Input data
■ ■ ■ ■

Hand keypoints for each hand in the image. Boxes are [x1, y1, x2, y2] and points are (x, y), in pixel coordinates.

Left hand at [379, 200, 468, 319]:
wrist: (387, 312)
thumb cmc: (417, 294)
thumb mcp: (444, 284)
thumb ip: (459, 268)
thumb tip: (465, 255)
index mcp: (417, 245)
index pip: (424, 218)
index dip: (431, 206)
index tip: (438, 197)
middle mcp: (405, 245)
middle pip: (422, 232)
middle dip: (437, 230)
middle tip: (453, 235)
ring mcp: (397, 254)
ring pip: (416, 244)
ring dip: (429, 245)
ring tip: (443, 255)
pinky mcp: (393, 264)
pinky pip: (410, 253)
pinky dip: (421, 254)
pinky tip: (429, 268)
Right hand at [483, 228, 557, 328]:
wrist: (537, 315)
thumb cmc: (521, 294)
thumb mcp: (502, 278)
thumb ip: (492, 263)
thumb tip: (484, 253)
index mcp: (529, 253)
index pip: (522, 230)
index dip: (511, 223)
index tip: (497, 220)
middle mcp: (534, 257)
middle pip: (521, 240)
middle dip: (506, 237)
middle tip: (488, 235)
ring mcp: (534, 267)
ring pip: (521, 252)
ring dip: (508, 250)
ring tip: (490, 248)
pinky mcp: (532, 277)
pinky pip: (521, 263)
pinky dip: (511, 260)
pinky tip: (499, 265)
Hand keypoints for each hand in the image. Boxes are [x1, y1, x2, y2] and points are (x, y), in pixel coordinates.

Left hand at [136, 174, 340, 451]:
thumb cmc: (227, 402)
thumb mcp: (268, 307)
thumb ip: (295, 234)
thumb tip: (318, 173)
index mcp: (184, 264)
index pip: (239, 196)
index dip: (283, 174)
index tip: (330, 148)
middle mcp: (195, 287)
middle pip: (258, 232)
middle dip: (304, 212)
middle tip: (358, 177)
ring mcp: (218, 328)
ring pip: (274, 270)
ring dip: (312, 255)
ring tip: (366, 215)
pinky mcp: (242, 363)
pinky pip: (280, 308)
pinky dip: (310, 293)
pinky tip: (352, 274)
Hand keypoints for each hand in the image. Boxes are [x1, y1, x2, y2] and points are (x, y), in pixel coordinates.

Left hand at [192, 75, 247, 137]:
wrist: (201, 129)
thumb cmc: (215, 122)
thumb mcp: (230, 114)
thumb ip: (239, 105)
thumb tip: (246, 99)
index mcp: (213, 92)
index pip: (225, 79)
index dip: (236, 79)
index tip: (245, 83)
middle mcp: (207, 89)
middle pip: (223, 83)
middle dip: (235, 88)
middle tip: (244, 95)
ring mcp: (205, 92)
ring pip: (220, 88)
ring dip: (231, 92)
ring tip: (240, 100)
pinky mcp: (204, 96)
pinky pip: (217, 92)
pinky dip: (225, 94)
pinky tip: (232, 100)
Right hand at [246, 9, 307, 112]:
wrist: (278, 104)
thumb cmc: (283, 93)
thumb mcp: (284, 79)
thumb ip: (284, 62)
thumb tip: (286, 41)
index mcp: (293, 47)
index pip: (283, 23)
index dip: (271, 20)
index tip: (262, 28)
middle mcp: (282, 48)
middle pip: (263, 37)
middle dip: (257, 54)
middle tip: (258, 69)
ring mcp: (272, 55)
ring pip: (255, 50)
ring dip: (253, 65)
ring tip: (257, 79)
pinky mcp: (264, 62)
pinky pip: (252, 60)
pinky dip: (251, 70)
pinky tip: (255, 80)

■ ■ ■ ■

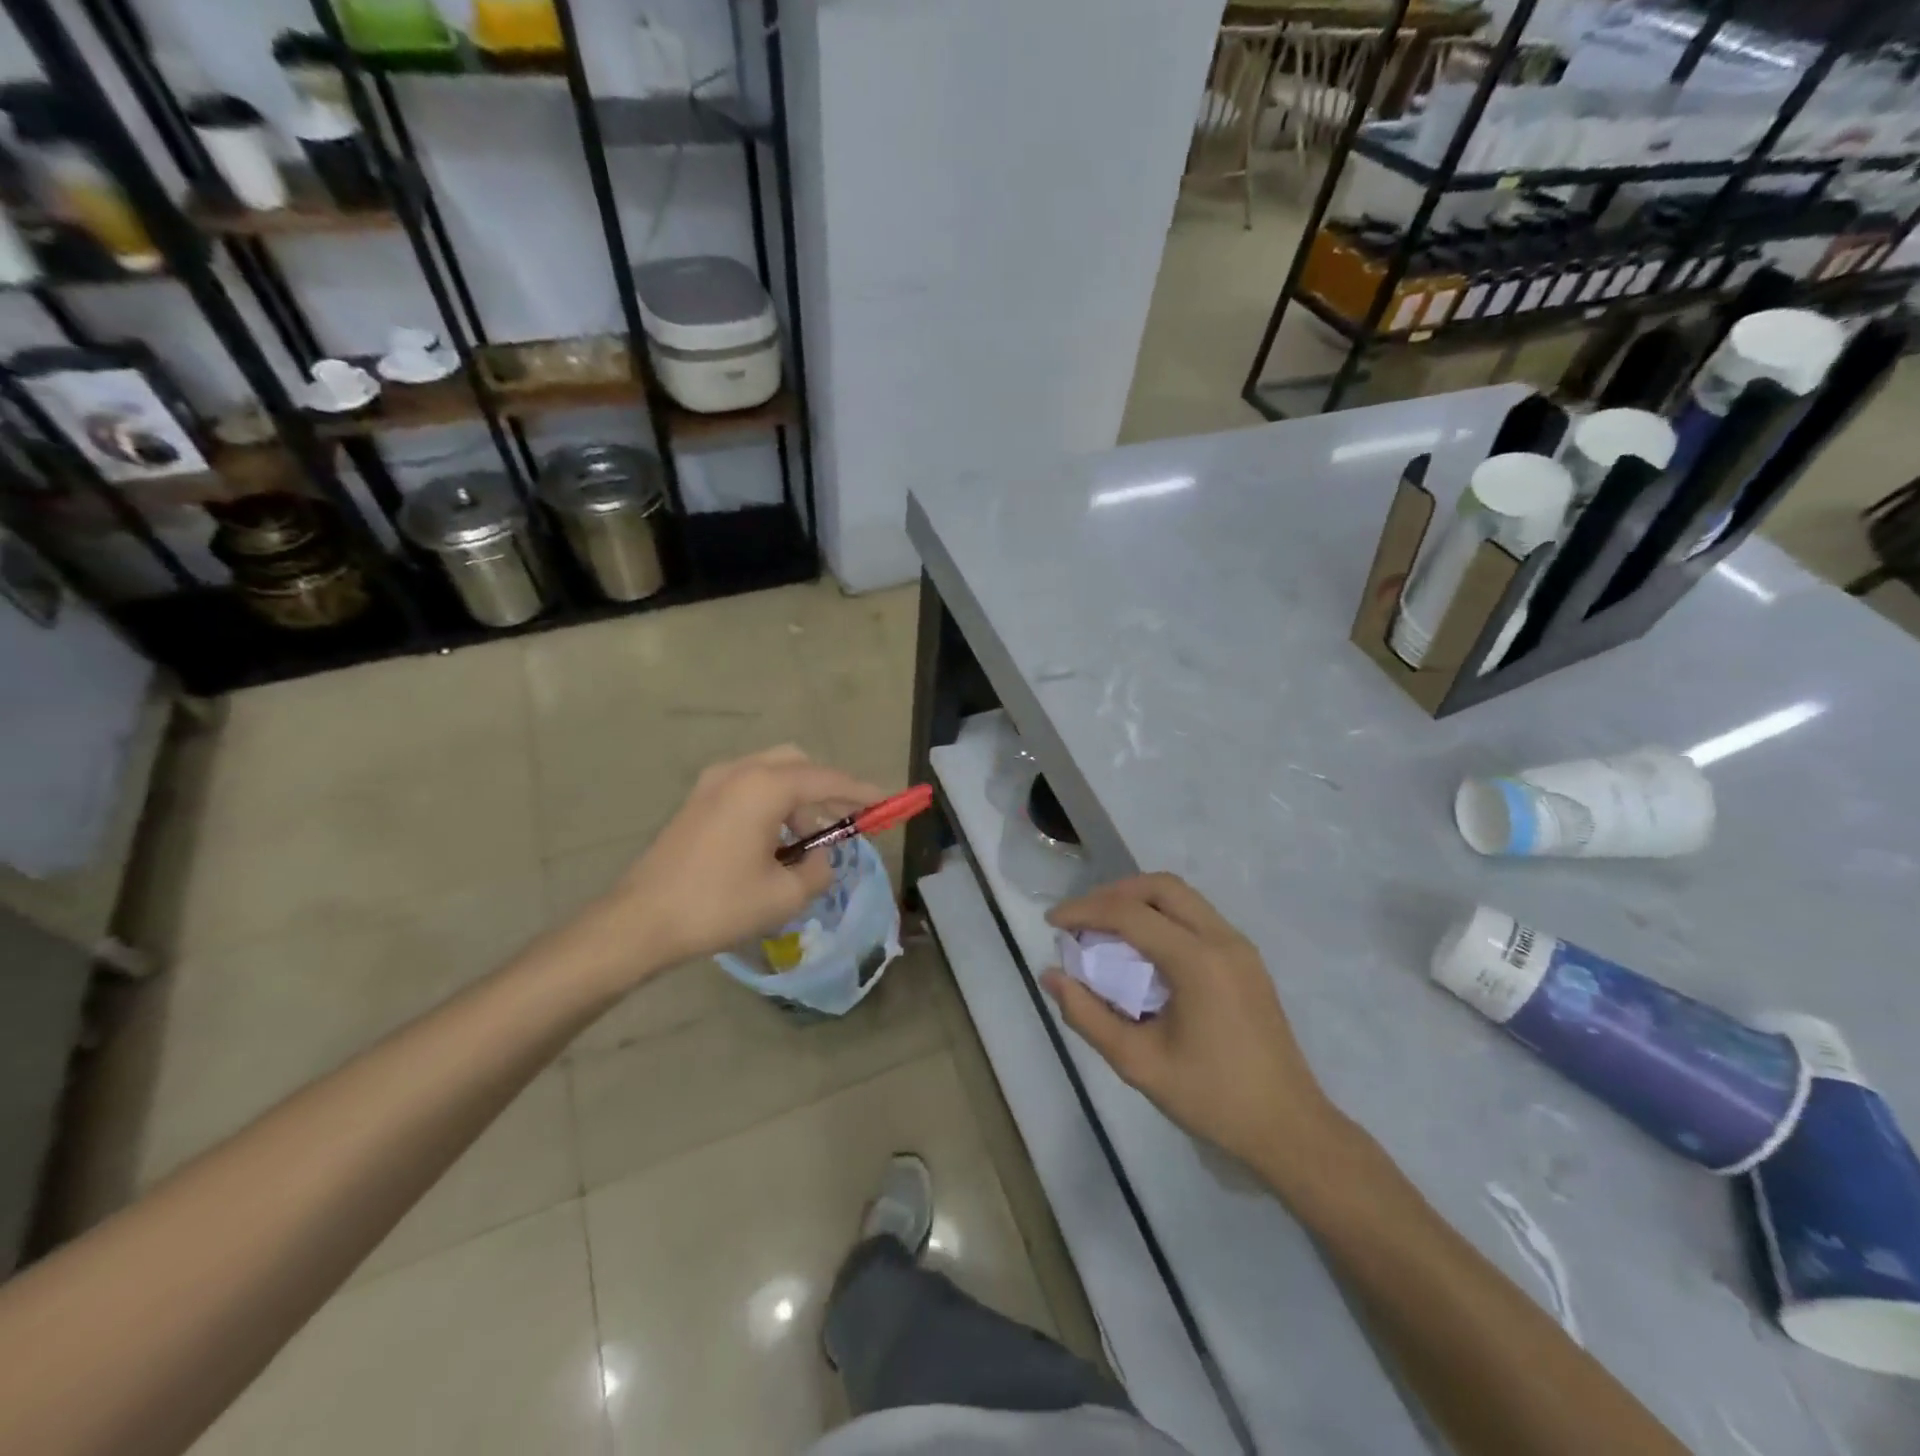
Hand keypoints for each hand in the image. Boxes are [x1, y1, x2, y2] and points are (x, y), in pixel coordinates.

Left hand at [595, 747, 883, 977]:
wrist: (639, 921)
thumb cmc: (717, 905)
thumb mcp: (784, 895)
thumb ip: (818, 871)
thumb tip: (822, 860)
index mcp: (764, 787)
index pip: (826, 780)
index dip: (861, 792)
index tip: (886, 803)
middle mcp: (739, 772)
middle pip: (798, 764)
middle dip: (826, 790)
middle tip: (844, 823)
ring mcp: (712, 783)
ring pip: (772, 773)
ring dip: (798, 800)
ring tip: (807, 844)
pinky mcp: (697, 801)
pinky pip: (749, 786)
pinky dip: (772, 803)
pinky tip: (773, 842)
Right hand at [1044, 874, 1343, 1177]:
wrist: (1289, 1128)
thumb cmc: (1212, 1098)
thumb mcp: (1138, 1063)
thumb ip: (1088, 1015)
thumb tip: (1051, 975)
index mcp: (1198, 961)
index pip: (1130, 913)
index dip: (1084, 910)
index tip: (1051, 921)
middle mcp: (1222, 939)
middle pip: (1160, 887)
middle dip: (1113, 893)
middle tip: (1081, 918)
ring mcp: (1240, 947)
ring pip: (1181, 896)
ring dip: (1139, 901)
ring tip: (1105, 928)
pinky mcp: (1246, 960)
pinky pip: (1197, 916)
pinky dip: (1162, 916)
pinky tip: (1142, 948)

■ ■ ■ ■

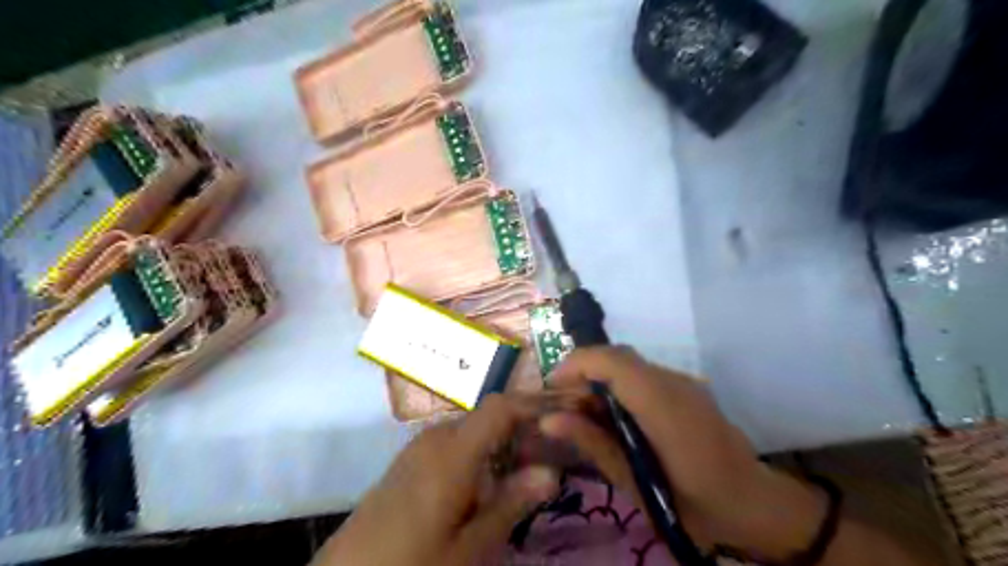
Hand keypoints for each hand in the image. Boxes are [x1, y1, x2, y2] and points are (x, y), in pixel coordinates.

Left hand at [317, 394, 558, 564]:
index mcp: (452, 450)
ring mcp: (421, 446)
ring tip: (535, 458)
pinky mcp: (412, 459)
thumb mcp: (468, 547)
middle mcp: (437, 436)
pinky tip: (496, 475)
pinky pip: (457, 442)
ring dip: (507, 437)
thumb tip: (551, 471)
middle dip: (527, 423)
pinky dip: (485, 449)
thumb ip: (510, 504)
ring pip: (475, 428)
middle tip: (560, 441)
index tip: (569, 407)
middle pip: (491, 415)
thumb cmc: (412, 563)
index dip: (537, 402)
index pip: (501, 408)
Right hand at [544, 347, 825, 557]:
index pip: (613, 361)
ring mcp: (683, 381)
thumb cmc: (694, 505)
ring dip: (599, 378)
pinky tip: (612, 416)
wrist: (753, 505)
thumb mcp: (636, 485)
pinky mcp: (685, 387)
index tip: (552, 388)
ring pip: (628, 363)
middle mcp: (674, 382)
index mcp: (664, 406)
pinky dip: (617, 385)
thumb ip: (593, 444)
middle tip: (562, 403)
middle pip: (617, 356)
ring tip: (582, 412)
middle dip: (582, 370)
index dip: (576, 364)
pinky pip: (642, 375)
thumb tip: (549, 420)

■ ■ ■ ■

Your assignment
Set down again, word for word, the stretch of records from the line with "wrist: (1289, 1128)" to the line with "pinky tip: (1142, 948)", both of those lines included.

Solution for this task
wrist: (1289, 1128)
thumb cmc: (1212, 1098)
thumb mcp: (1138, 1063)
thumb ip: (1088, 1015)
thumb tip: (1051, 975)
index mcp: (1198, 961)
index pip: (1130, 913)
index dip: (1084, 910)
index tip: (1051, 921)
middle mcp: (1222, 939)
middle pip: (1160, 887)
middle dip: (1113, 893)
middle tip: (1081, 918)
ring mcp: (1240, 947)
ring pip: (1181, 896)
ring dip: (1139, 901)
ring tip: (1105, 928)
pinky mcp: (1246, 960)
pinky pip: (1197, 916)
pinky dip: (1162, 916)
pinky tip: (1142, 948)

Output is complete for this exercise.